We’ve had a couple rough days. I think it’s related to my increasing crankiness stemming from the physical pain I’m experiencing with this pregnancy, coupled with Bailey’s insomnia and compounded by Steve’s burnout from never getting two days off in a row with his current job.
Relief is in sight though. Bailey will be going on a short vacation to Kelowna with her Grandma P. (my mom) early next week. My best friend is coming to town next week too! The week after that Bailey will be going on a vacation with her Grandma L. and Grandpa M. (Bio-dad’s parents). They will be taking the Via train to Edmonton. Steve has arranged to have 3 days off in a row during that time so we will be having a babymoon of sorts. We can’t afford to go anywhere or do anything, but at least we will be together and not have to go anywhere or do anything!
Bailey did start her blog. It is here if you are interested. I’m thrilled that she was so excited about it! The deal is that I get to read over whatever she writes before she hits “post” so that I can make sure she isn’t giving out any information that might be useful for a pervert. Honestly, though, I try not to be too paranoid about the internet. The computers are both in the living room, I am heavily involved in Bailey’s life, and I keep up a dialogue with her about listening to her gut. I truly believe that our neighbourhoods and cyberspace are safer than the media would have us believe.
I got an irritating phone call from Grandma L. today. Despite the information I sent to her about unschooling she still wanted to talk about how concerned she is about Bailey’s education. I’m cool with that, but it’s like she never even read the information! Steve figures that she probably started reading it with a closed mind and that coloured her impression of everything she read.
She doesn’t have to agree with me. I’m cool with that, too. We’ve had our share of major differences of opinion and managed just fine. She used to be a Jehovah’s Witness for goodness sakes! Talk about two people who really shouldn’t get along at all, let alone be as friendly toward one another as we are. However, I wish she would realize that I am the parent, I decide what is right for my child, and I know what I am doing. When she was a JW I completely accepted her lifestyle, and never would have dreamed of telling her that I thought it was screwing up her kids. She was the parent, she was making decisions based on what she thought was best, and it was ultimately her decision.

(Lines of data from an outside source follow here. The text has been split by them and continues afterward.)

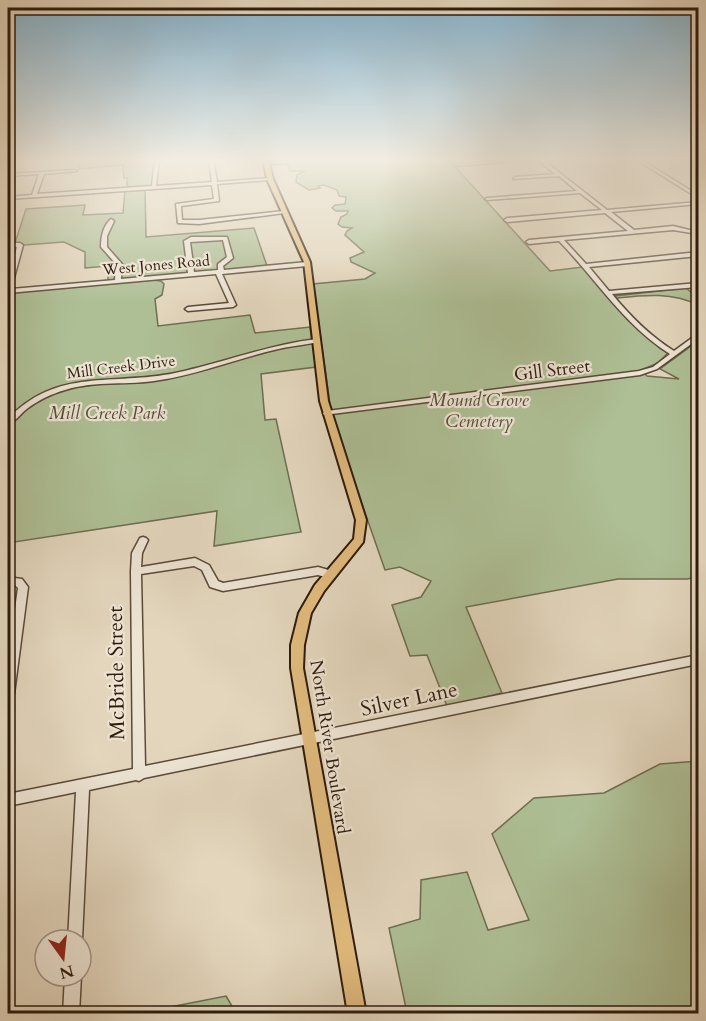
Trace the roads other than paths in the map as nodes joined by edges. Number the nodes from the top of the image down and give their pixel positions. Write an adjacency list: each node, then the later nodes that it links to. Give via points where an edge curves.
1 (177, 207): 6 (street, via 179,220 183,222)
2 (282, 207): 6 (main road, North River Boulevard)
3 (600, 207): 5 (street)
4 (656, 207): 5 (street)
5 (605, 211): 7 (street); 9 (street)
6 (284, 212): 15 (main road, North River Boulevard)
7 (507, 220)
8 (111, 221): 19 (street, via 104,247 119,264)
9 (633, 232): 10 (street, via 681,229); 11 (street)
10 (699, 233)
11 (560, 239): 12 (street); 16 (street)
12 (530, 242)
13 (8, 245): 21 (street, via 20,245)
14 (699, 254): 16 (street)
15 (307, 264): 17 (street, West Jones Road); 25 (main road, North River Boulevard)
16 (585, 266): 22 (street)
17 (219, 272): 18 (street, West Jones Road); 18 (street, via 220,265 230,258 225,238 220,236 188,239); 23 (street, via 233,304)
18 (191, 274): 19 (street, West Jones Road)
19 (118, 281): 21 (street, West Jones Road)
20 (699, 285): 22 (street)
21 (8, 290)
22 (608, 293): 26 (street, via 641,328)
23 (188, 309)
24 (699, 336): 26 (street, Gill Street)
25 (317, 341): 27 (main road, North River Boulevard); 28 (street, Mill Creek Drive, via 280,345 157,379 72,385 28,403)
26 (675, 354): 27 (street, Gill Street, via 655,368 630,375)
27 (327, 413): 31 (main road, North River Boulevard, via 361,530 354,547)
28 (8, 423)
29 (143, 540): 30 (street, McBride Street, via 136,552)
30 (136, 571): 31 (street, via 195,562 206,568 214,584 223,587 318,571); 36 (street, McBride Street)
31 (329, 574): 35 (main road, North River Boulevard, via 312,596 299,631 297,668)
32 (8, 581): 34 (street, via 23,587)
33 (699, 660): 35 (street, Silver Lane)
34 (8, 694)
35 (310, 740): 36 (street, Silver Lane); 42 (main road, North River Boulevard)
36 (139, 775): 37 (street, Silver Lane)
37 (83, 786): 38 (street, Silver Lane); 39 (street)
38 (8, 800)
39 (76, 928)
40 (72, 988): 41 (street)
41 (71, 1014)
42 (357, 1014)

Steve thinks we should go for a private coffee with her and talk to her about our concerns. He also thinks that we should express to her our concerns about how her pushiness is causing Bailey to not want to spend any time with her anymore. She has taken it upon herself to teach Bailey swimming and skating. As a result, Bailey hates skating now, and I really don’t see any need for her to do an activity that she hates. However, these “lessons” happen maybe twice a year so it’s not a big enough issue for me to deal with. Bailey enjoys swimming and I do think it is important for her to know how to swim well. She doesn’t enjoy grandma’s lessons but is willing to put up with them if it means she gets to go to the pool more often.
Anyway, I think Steve is right… and if I had an ounce of courage or emotional maturity I would probably make arrangements for that coffee!
Bailey and I tried to play outside today, but it was bitterly cold and we soon came back in. While she was taking off her shoes she asked me about the tongue of her shoe, so we looked up the parts of the shoe on Wikipedia. There happened to be a picture of an ancient shoe in the article, and that got us talking about Ötzi, the ice man. That seemed to inspire her, and she spent the next hour researching and writing about mummies! Too cool.
Bailey played two days in a row this weekend with one of her friends from her old school. Both playdates went fairly well, which was quite a relief. Someone on the Radical Unschoolers Network pointed out that maybe I shouldn’t worry so much about Bailey socializing with children as opposed to adults. What a thought! The more I think about it the more it makes sense. Other kids are not necessarily the best role models anyway, and who do I want her to be attached to anyway? Me and Steve or some random kids? My mind has been opened.
That is all for tonight. Steve and I got a new-to-us bed, and I am eager to see if it eases my pain!